The group’s convener, Comrade Igwe Ude-Umanta, issued a statement yesterday in Abuja in which he appealed to Tinubu to fill the vacant positions in the country’s interest.

The coalition argued that as it stands, Nigeria cannot undertake any serious bilateral engagement because top officials do not grant an audience to officials less than the status of an ambassador.

The coalition argued that President Tinubu and the National Assembly should critically examine the strange and abrupt recall of career and non-career Nigerian Ambassadors from all over the world in September 2023.

They noted that it is unfortunate that the Ambassadors were recalled without arrangements by the Foreign Affairs Ministry to replace them, under the pretext of lack of monies to mobilise new Ambassadors.

The group stressed that in the absence of resources to mobilize new Ambassadors, the right thing to do is to allow the recalled ones return to their duty posts since it will not require extra costs, pending when the government has enough funds for a seamless change of guard.

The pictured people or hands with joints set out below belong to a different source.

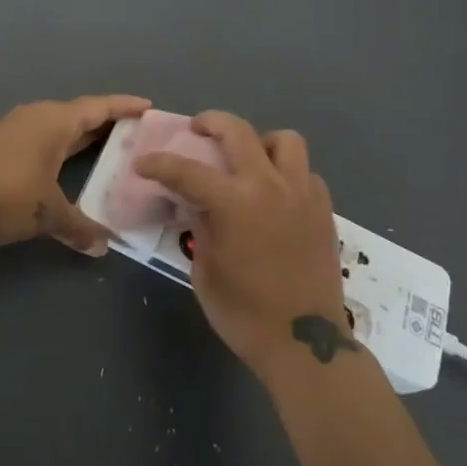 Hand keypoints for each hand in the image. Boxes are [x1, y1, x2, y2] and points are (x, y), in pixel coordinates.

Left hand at [0, 96, 149, 253]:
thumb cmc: (6, 195)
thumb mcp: (48, 214)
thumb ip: (79, 228)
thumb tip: (104, 246)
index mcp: (56, 121)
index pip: (99, 107)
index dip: (125, 106)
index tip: (148, 107)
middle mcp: (37, 116)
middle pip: (80, 113)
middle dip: (106, 121)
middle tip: (133, 132)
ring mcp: (15, 128)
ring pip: (58, 125)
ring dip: (81, 134)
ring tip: (103, 147)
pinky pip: (41, 136)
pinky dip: (60, 145)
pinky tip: (63, 164)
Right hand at [135, 111, 349, 379]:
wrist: (305, 342)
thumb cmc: (245, 314)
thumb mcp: (205, 271)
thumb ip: (199, 227)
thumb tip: (194, 203)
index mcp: (234, 203)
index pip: (187, 170)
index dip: (159, 164)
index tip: (143, 163)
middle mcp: (269, 185)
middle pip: (238, 131)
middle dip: (211, 122)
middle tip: (198, 130)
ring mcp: (301, 192)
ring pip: (285, 140)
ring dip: (261, 142)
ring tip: (249, 160)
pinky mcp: (323, 207)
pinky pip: (305, 172)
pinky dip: (287, 172)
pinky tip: (276, 193) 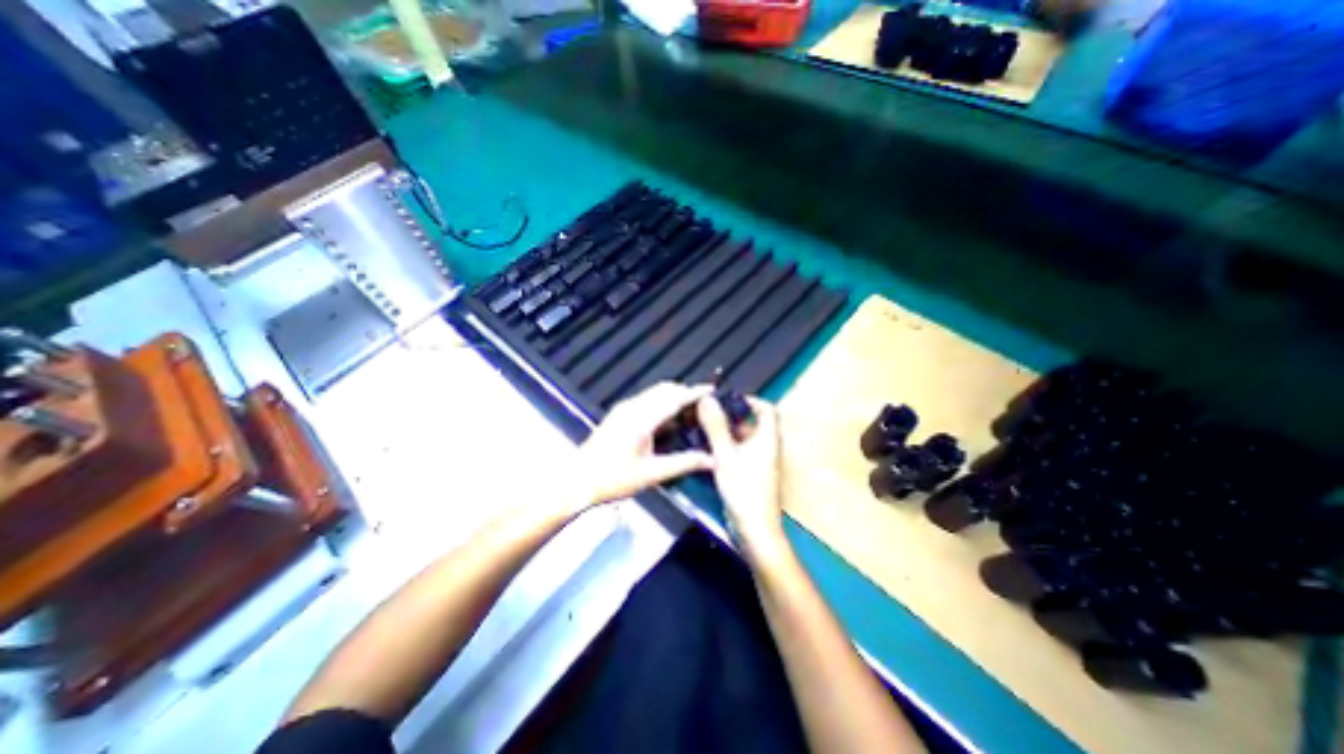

It accused the Minister of Foreign Affairs, Yusuf Tuggar and the ministry’s permanent secretary, Ibrahim Adamu Lamuwa, of not addressing the problem.

They alleged: “It is evident that the minister and the now suspended Permanent Secretary prefer the foreign missions not having ambassadors.

As embarrassing and costly as it is, it serves some personal interests for them as they will be servicing those missions directly.

They appealed to Tinubu to clear the alleged mess by sacking Tuggar and Lamuwa.